PARKLAND, Fla. (Reuters) - Hundreds of seniors in red caps and gowns at their Florida high school graduation ceremony on June 3 listened intently to speakers who told them what they could achieve. “Don’t let anything stop you,” one said.
But when student Joaquin Oliver’s name was read out by the principal, it was his parents Manuel Oliver and Patricia Padauy who walked onto the stage to receive his diploma.
Joaquin, 17, was one of the 17 students and staff members killed at Marjory Stoneman Douglas High School in Parkland, Florida, on February 14, 2018. The massacre by a former student who stormed classrooms on Valentine’s Day with an assault rifle has spurred unprecedented activism by victims’ families to prevent future gun violence.
“This Should Be My Son,” read the words on the bright yellow t-shirt Patricia wore for the ceremony at an indoor arena in the nearby city of Sunrise.
Since the mass shooting, Manuel Oliver, a 50-year-old artistic director, has travelled across the country, building murals in honour of his son. He calls the murals “Walls of Demand.”
In Los Angeles, he painted a mural with rifle targets set atop a silhouette of an image of Joaquin as he walked to school that day with a bouquet of sunflowers in his hand to give to his girlfriend. Once completed, he drove a hammer into the mural 17 times, one for each victim, and hung a sunflower in each hole.
He says he enters a trance while painting as he connects with memories of his son: the motor-bike they built together in the family garage, for instance, and endless games of basketball.
As he works, he listens with his son’s headphones to the music they used to enjoy together, often the Ramones or Guns N’ Roses.

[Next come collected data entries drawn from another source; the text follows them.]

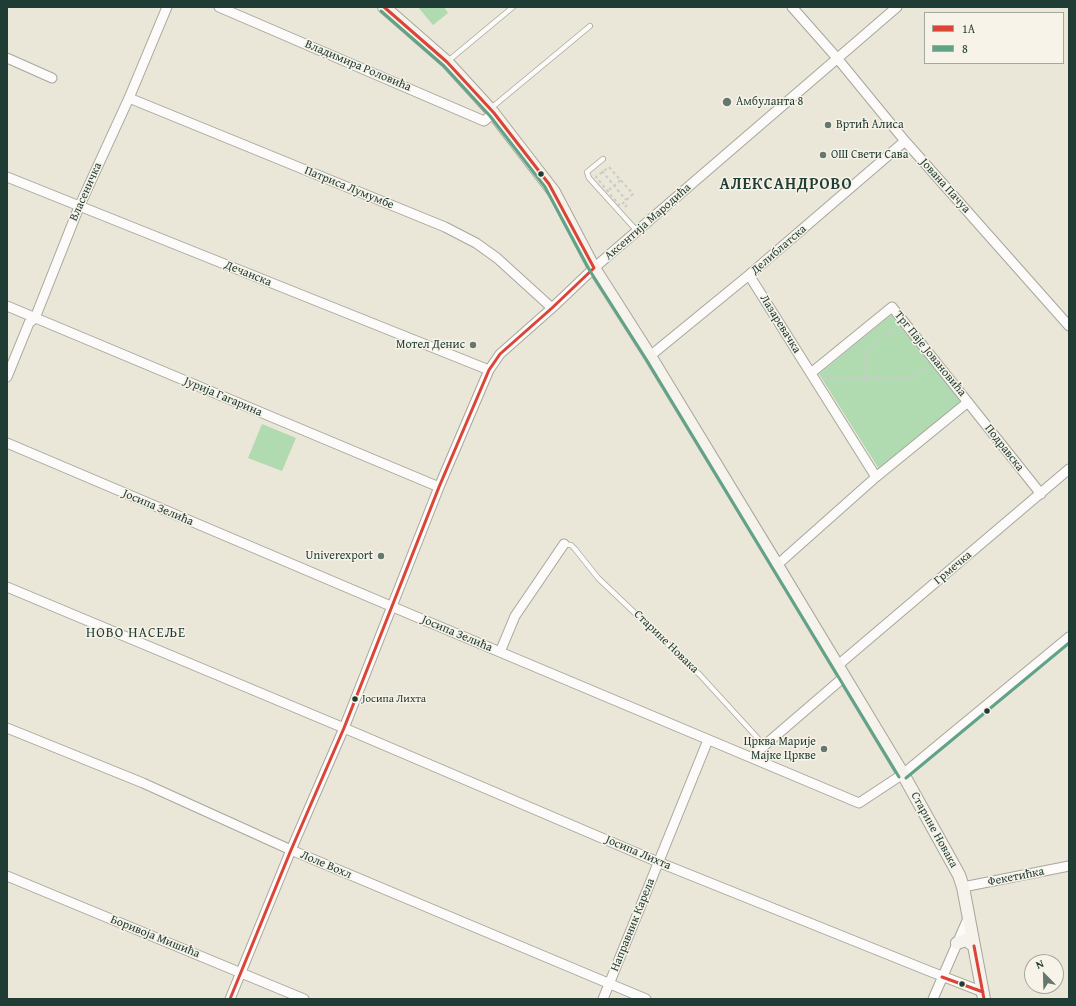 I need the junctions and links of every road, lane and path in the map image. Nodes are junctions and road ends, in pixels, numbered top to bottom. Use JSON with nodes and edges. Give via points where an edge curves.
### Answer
{"nodes":[{"id":1,"x":167,"y":7,"type":"edge"},
{"id":2,"x":220,"y":7,"type":"edge"},
{"id":3,"x":384,"y":7,"type":"edge"},
{"id":4,"x":514,"y":7,"type":"edge"},
{"id":5,"x":792,"y":7,"type":"edge"},
{"id":6,"x":897,"y":7,"type":"edge"},
{"id":7,"x":590,"y":26,"type":"dead end"},
{"id":8,"x":7,"y":58,"type":"edge"},
{"id":9,"x":837,"y":58,"type":"junction"},
{"id":10,"x":447,"y":62,"type":"junction"},
{"id":11,"x":52,"y":78,"type":"dead end"},
{"id":12,"x":129,"y":98,"type":"junction"},
{"id":13,"x":492,"y":111,"type":"junction"},
{"id":14,"x":905,"y":141,"type":"junction"},
{"id":15,"x":603,"y":159,"type":"dead end"},
{"id":16,"x":609,"y":167,"type":"dead end"},
{"id":17,"x":602,"y":171,"type":"dead end"},
{"id":18,"x":7,"y":177,"type":"edge"},
{"id":19,"x":621,"y":180,"type":"junction"},
{"id":20,"x":614,"y":186,"type":"junction"},
{"id":21,"x":608,"y":191,"type":"dead end"},
{"id":22,"x":79,"y":207,"type":"junction"},
{"id":23,"x":638,"y":231,"type":"junction"},
{"id":24,"x":594,"y":268,"type":"junction"},
{"id":25,"x":749,"y":276,"type":"junction"},
{"id":26,"x":7,"y":306,"type":"edge"},
{"id":27,"x":552,"y":308,"type":"junction"},
{"id":28,"x":35,"y":318,"type":"junction"},
{"id":29,"x":904,"y":321,"type":"junction"},
{"id":30,"x":1069,"y":326,"type":"edge"},
{"id":31,"x":650,"y":356,"type":"junction"},
{"id":32,"x":934,"y":360,"type":"junction"},
{"id":33,"x":489,"y":370,"type":"junction"},
{"id":34,"x":813,"y":376,"type":"junction"},
{"id":35,"x":7,"y":377,"type":"edge"},
{"id":36,"x":865,"y":379,"type":"junction"},
{"id":37,"x":968,"y":402,"type":"junction"},
{"id":38,"x":7,"y":443,"type":"edge"},
{"id":39,"x":1069,"y":469,"type":"edge"},
{"id":40,"x":876,"y":477,"type":"junction"},
{"id":41,"x":439,"y":487,"type":"junction"},
{"id":42,"x":1041,"y":494,"type":"junction"},
{"id":43,"x":564,"y":544,"type":"joint"},
{"id":44,"x":777,"y":565,"type":"junction"},
{"id":45,"x":7,"y":587,"type":"edge"},
{"id":46,"x":393,"y":607,"type":"junction"},
{"id":47,"x":1069,"y":637,"type":"edge"},
{"id":48,"x":500,"y":652,"type":"junction"},
{"id":49,"x":837,"y":666,"type":"junction"},
{"id":50,"x":844,"y":677,"type":"junction"},
{"id":51,"x":7,"y":728,"type":"edge"},
{"id":52,"x":344,"y":728,"type":"junction"},
{"id":53,"x":708,"y":740,"type":"junction"},
{"id":54,"x":764,"y":745,"type":"junction"},
{"id":55,"x":751,"y":757,"type":"junction"},
{"id":56,"x":903,"y":774,"type":"junction"},
{"id":57,"x":291,"y":850,"type":"junction"},
{"id":58,"x":658,"y":862,"type":"junction"},
{"id":59,"x":1069,"y":866,"type":"edge"},
{"id":60,"x":7,"y":876,"type":"edge"},
{"id":61,"x":963,"y":887,"type":"junction"},
{"id":62,"x":969,"y":916,"type":"junction"},
{"id":63,"x":957,"y":944,"type":"junction"},
{"id":64,"x":974,"y":946,"type":"junction"},
{"id":65,"x":241,"y":972,"type":"junction"},
{"id":66,"x":942,"y":977,"type":"junction"},
{"id":67,"x":609,"y":984,"type":"junction"},
{"id":68,"x":984,"y":995,"type":"edge"},
{"id":69,"x":230,"y":999,"type":"edge"},
{"id":70,"x":304,"y":999,"type":"edge"},
{"id":71,"x":603,"y":999,"type":"edge"},
{"id":72,"x":646,"y":999,"type":"edge"},
{"id":73,"x":933,"y":999,"type":"edge"}],
"edges":[{"from":1,"to":12,"type":"street","name":"Власеничка"},
{"from":2,"to":13,"type":"street","name":"Владимира Роловића","via":[[484,121]]},
{"from":3,"to":10,"type":"street","name":"Старине Новака"},
{"from":4,"to":10,"type":"lane"},
{"from":5,"to":9,"type":"street","name":"Јована Пачуа"},
{"from":6,"to":9,"type":"street","name":"Аксентија Мародића"},
{"from":7,"to":13,"type":"lane"},
{"from":8,"to":11,"type":"street"},
{"from":9,"to":14,"type":"street","name":"Јована Пачуа"},
{"from":9,"to":23,"type":"street","name":"Аксентија Мародића"},
{"from":10,"to":13,"type":"street","name":"Старине Новака"},
{"from":12,"to":22,"type":"street","name":"Власеничка"},
{"from":12,"to":27,"type":"street","name":"Патриса Лумумбе","via":[[445,227],[476,243],[497,258]]},
{"from":13,"to":24,"type":"street","name":"Старине Новака","via":[[549,184]]},
{"from":14,"to":25,"type":"street","name":"Делиблатска"},
{"from":14,"to":30,"type":"street","name":"Јована Пачуа"},
{"from":15,"to":23,"type":"lane","via":[[587,172],[589,178]]},
{"from":16,"to":19,"type":"path"},
{"from":17,"to":20,"type":"path"},
{"from":18,"to":22,"type":"street","name":"Дечанска"},
{"from":19,"to":20,"type":"path"},
{"from":19,"to":20,"type":"path","via":[[633,194],[626,200]]},
{"from":20,"to":21,"type":"path"},
{"from":22,"to":28,"type":"street","name":"Власеничка"},
{"from":22,"to":33,"type":"street","name":"Дечанска"},
{"from":23,"to":24,"type":"street","name":"Аксентија Мародића"},
{"from":24,"to":27,"type":"street","name":"Аксентија Мародића"},
{"from":24,"to":31,"type":"street","name":"Старине Новака"},
{"from":25,"to":31,"type":"street","name":"Делиблатска"},
{"from":25,"to":34,"type":"street","name":"Лазаревачка"},
{"from":26,"to":28,"type":"street","name":"Јурија Гагарина"},
{"from":27,"to":33,"type":"street","name":"Аксентија Мародића","via":[[500,354]]},
{"from":28,"to":35,"type":"street","name":"Власеничка","via":[[29,323]]},
{"from":28,"to":41,"type":"street","name":"Јурија Гагарина"},
{"from":29,"to":32,"type":"street","name":"Трг Паје Јовановића"},
{"from":29,"to":34,"type":"street","name":"Трг Паје Јовановића","via":[[892,307]]},
{"from":29,"to":36,"type":"path","via":[[866,352]]},
{"from":31,"to":44,"type":"street","name":"Старине Новака"},
{"from":32,"to":36,"type":"path","via":[[912,379]]},
{"from":32,"to":37,"type":"street","name":"Трг Паје Јовановића"},
{"from":33,"to":41,"type":"street","name":"Аксентија Мародића"},
{"from":34,"to":36,"type":"path"},
{"from":34,"to":40,"type":"street"},
{"from":37,"to":40,"type":"street","name":"Трг Паје Јовановића"},
{"from":37,"to":42,"type":"street","name":"Подравска"},
{"from":38,"to":46,"type":"street","name":"Јосипа Зелића"},
{"from":39,"to":42,"type":"street","name":"Грмечка"},
{"from":40,"to":44,"type":"street","name":"Трг Паје Јовановића"},
{"from":41,"to":46,"type":"street","name":"Аксентија Мародића"},
{"from":42,"to":49,"type":"street","name":"Грмечка"},
{"from":43,"to":48,"type":"street","via":[[515,616]]},
{"from":43,"to":54,"type":"lane","name":"Старине Новака","via":[[571,545],[598,578],[700,675]]},
{"from":44,"to":49,"type":"street","name":"Старине Новака"},
{"from":45,"to":52,"type":"street","name":"Јосипа Лихта"},
{"from":46,"to":48,"type":"street","name":"Јосипа Зелића"},
{"from":46,"to":52,"type":"street","name":"Аксентија Мародића"},
{"from":47,"to":56,"type":"street"},
{"from":48,"to":53,"type":"street","name":"Јосипа Зелића"},
{"from":49,"to":50,"type":"street","name":"Старине Новака"},
{"from":50,"to":54,"type":"street"},
{"from":50,"to":56,"type":"street","name":"Старине Новака"},
{"from":51,"to":57,"type":"street","name":"Лоле Вохл","via":[[143,783]]},
{"from":52,"to":57,"type":"street","name":"Аксентија Мародића"},
{"from":52,"to":58,"type":"street","name":"Јосипа Лихта"},
{"from":53,"to":55,"type":"street","name":"Јосипа Зелића"},
{"from":53,"to":58,"type":"street","name":"Направник Карела"},
{"from":54,"to":55,"type":"street"},
{"from":55,"to":56,"type":"street","name":"Јосипа Зелића","via":[[859,803]]},
{"from":56,"to":61,"type":"street","name":"Старине Новака","via":[[959,875]]},
{"from":57,"to":65,"type":"street","name":"Аксентија Мародића"},
{"from":57,"to":67,"type":"street","name":"Лоле Вохл"},
{"from":58,"to":66,"type":"street","name":"Јосипа Лихта"},
{"from":58,"to":67,"type":"street","name":"Направник Карела"},
{"from":59,"to":61,"type":"street","name":"Фекетићка"},
{"from":60,"to":65,"type":"street","name":"Боривоја Мишића"},
{"from":61,"to":62,"type":"street","name":"Старине Новака"},
{"from":62,"to":63,"type":"street"},
{"from":62,"to":64,"type":"street","name":"Старине Новака"},
{"from":63,"to":64,"type":"street","via":[[966,940]]},
{"from":63,"to":66,"type":"street"},
{"from":64,"to":68,"type":"street","name":"Старине Новака"},
{"from":65,"to":69,"type":"street","name":"Аксентија Мародића"},
{"from":65,"to":70,"type":"street","name":"Боривоја Мишића"},
{"from":66,"to":68,"type":"street","name":"Јосипа Лихта"},
{"from":66,"to":73,"type":"street"},
{"from":67,"to":71,"type":"street","name":"Направник Карела"},
{"from":67,"to":72,"type":"street","name":"Лоле Вохл"}]}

Manuel says the murals are more than a way to drain his anger and sorrow.
“What the hell does it matter how I feel? This isn’t about me, this is about my kid,” he said in an interview in Florida, a few days after he painted the Los Angeles mural.

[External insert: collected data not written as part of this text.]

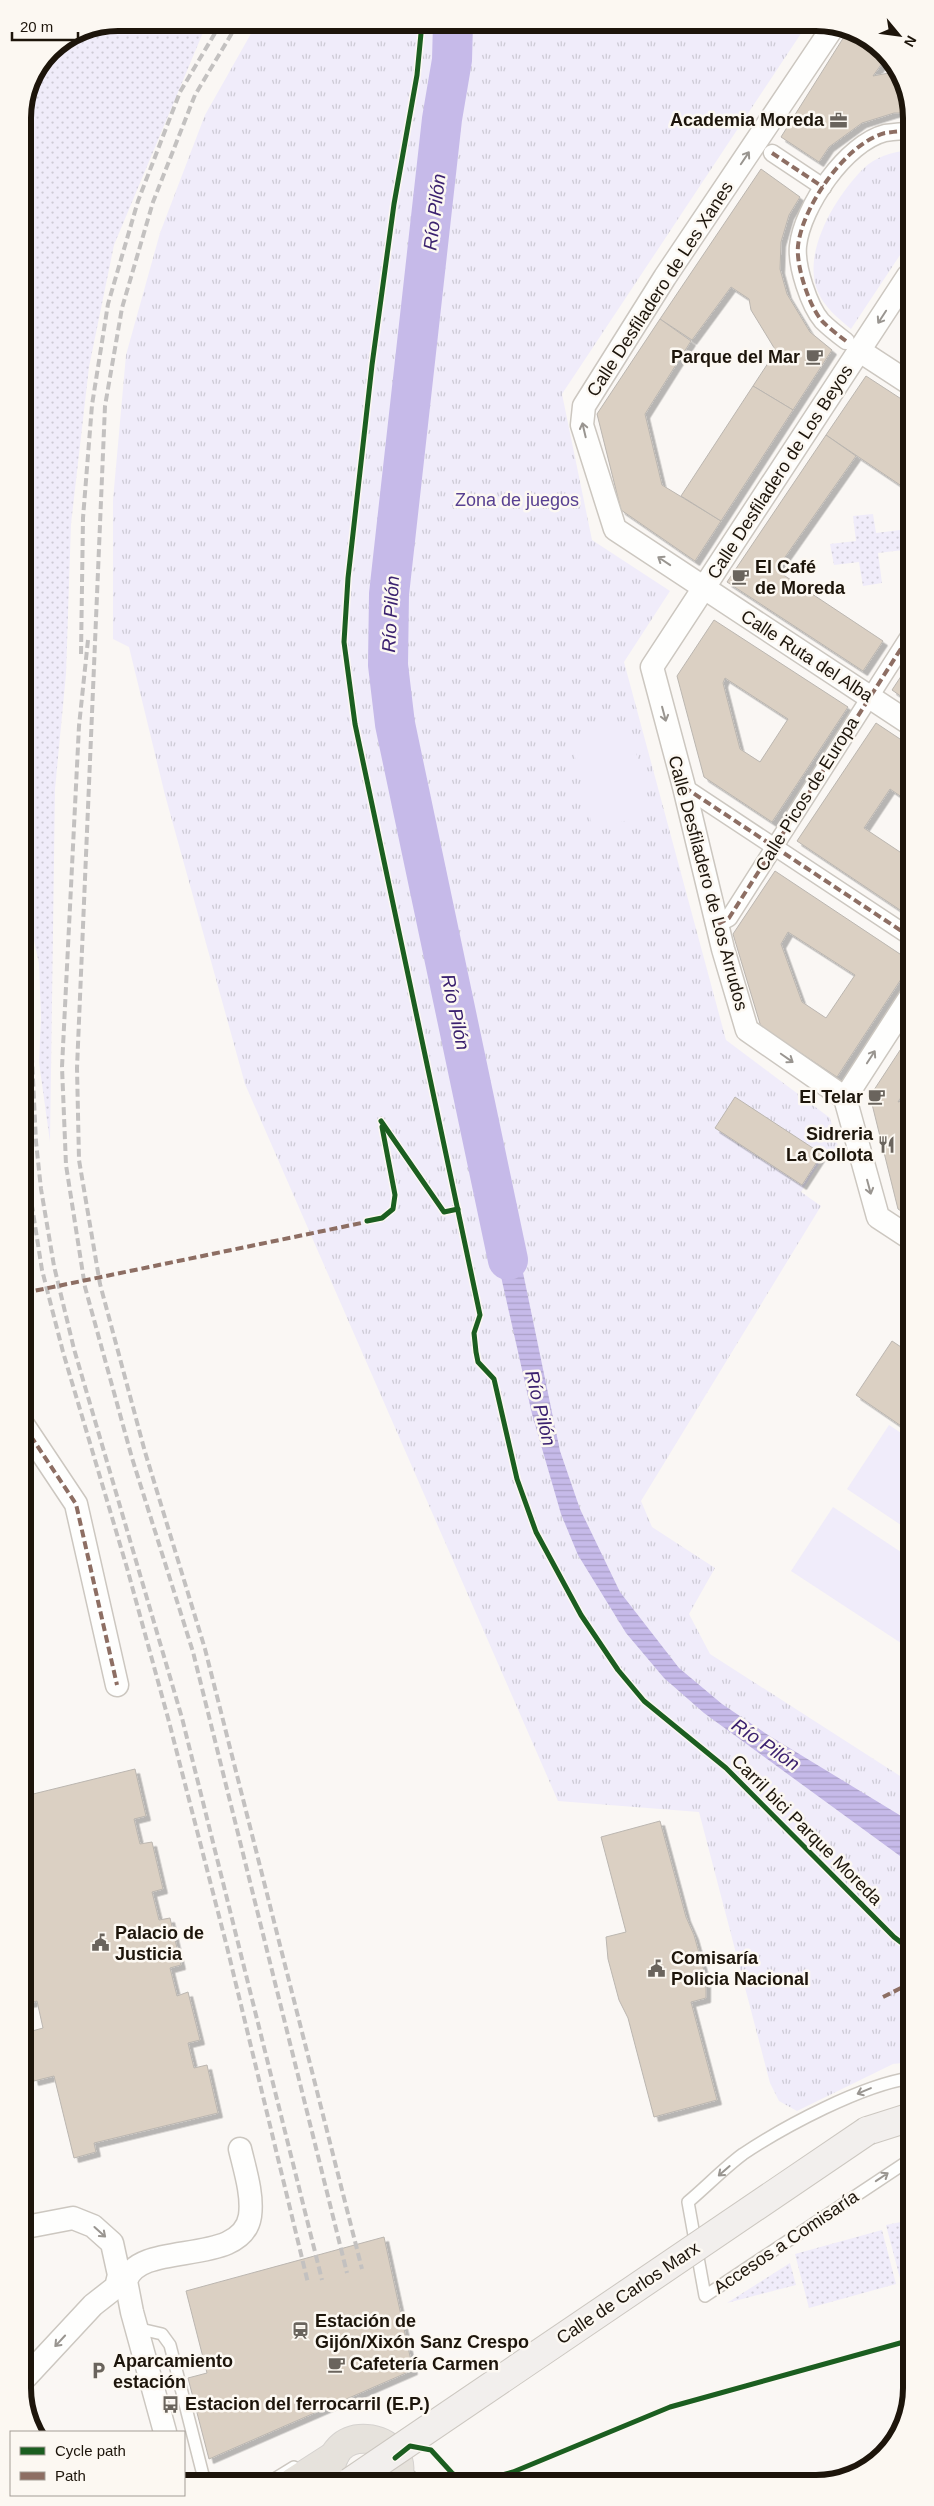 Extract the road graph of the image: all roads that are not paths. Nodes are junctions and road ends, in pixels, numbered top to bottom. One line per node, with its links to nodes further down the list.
1 (829, 32): 8 (street, Calle Desfiladero de Les Xanes, one-way to 1)
2 (903, 131): 4 (street)
3 (772, 153): 4 (street)
4 (823, 187): 6 (street)
5 (903, 282): 6 (street, Calle Desfiladero de Los Beyos, one-way to 6)
6 (853, 346): 7 (street); 8 (street, Calle Desfiladero de Los Beyos)
7 (903, 379)
8 (704, 588): 10 (street, Calle Desfiladero de Los Beyos); 11 (street, Calle Ruta del Alba)
9 (903, 645): 11 (street, Calle Picos de Europa)
10 (652, 667): 13 (street, Calle Desfiladero de Los Arrudos, one-way to 13)
11 (869, 696): 12 (street, Calle Ruta del Alba); 14 (street, Calle Picos de Europa)
12 (903, 719)
13 (684, 787): 14 (street); 15 (street, Calle Desfiladero de Los Arrudos)
14 (775, 846): 15 (street, Calle Picos de Europa); 16 (street)
15 (718, 924): 18 (street, Calle Desfiladero de Los Arrudos, one-way to 18)
16 (903, 932)
17 (903, 1010): 18 (street, one-way to 17)
18 (845, 1098): 19 (street, one-way to 19)
19 (903, 1233)
20 (31, 1436): 21 (street)
21 (116, 1685)
22 (903, 2080): 25 (lane, Accesos a Comisaría, one-way to 25)
23 (903, 2119): 37 (main road, Calle de Carlos Marx, bridge)
24 (240, 2149): 27 (street)
25 (903, 2164)
26 (31, 2226): 27 (street, one-way to 27)
27 (123, 2273): 28 (street); 29 (street)
28 (93, 2305): 29 (street); 30 (street, one-way to 30)
29 (134, 2320): 31 (street); 33 (lane)
30 (31, 2372)
31 (165, 2431)
32 (339, 2450): 34 (lane); 35 (main road); 36 (main road); 38 (main road)
33 (204, 2475)
34 (282, 2475)
35 (303, 2475)
36 (331, 2475)
37 (360, 2475)
38 (403, 2475)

“Joaquin’s picture is a protest. Joaquin is a martyr, killed by a murderer who was endorsed by system that allows these things to happen.”
Manuel and Patricia now dedicate their time to an organization that seeks to empower youth leaders called Change The Ref (CTR), a name inspired by a conversation with Joaquin about the referee of one of his basketball games.
The group aims to use art and “nonviolent creative confrontation” to keep people talking about the victims and pressuring lawmakers to pass stricter gun regulations.
“You took something horrific, and instead of letting it stop you, you started a movement,” the comedian Jimmy Fallon told students and victims’ families in the commencement address at the June 3 graduation ceremony.
Carlos Rodriguez, a 17-year-old Stoneman Douglas student who witnessed the shooting, launched a social media project called Stories Untold to collate footage of the incident. It has evolved into a broader effort to encourage victims of gun violence around the country to share their stories.
He says the reaction to Parkland was notably different from previous mass shootings, in part because it affected a group of teenagers well-versed in using social media.
The Parkland attack “affected high-school kids, millennials, Generation Z-ers - we practically have a road map of what we need to do.”
He was infuriated by the May 18 shooting at Santa Fe High School outside Houston, Texas that killed 10.
“It was like we were reliving what happened at our school. I wanted to be there with those students.”
Parkland, a once quiet Florida suburb, is now filled with memorials and posters alongside its streets, parks and shops, demanding stricter gun control. Almost 70 percent of American adults support strong or moderate restrictions for firearms, a Reuters/Ipsos poll in May found.
President Donald Trump has vowed not to tighten firearms laws despite multiple mass shootings this year and instead called for arming teachers and increasing school security.
Daniela Menescal, 17, was hit by shrapnel during the Parkland attack and saw several classmates killed.
Now recovered from her injuries, she puts her energy into spending time with family and focuses on studying piano and playing tennis to avoid thinking about that day.
“We’ve become a more united community after everything that happened,” said Menescal. “With the leadership of my classmates, we can raise our voices so that people understand that these changes need to happen.”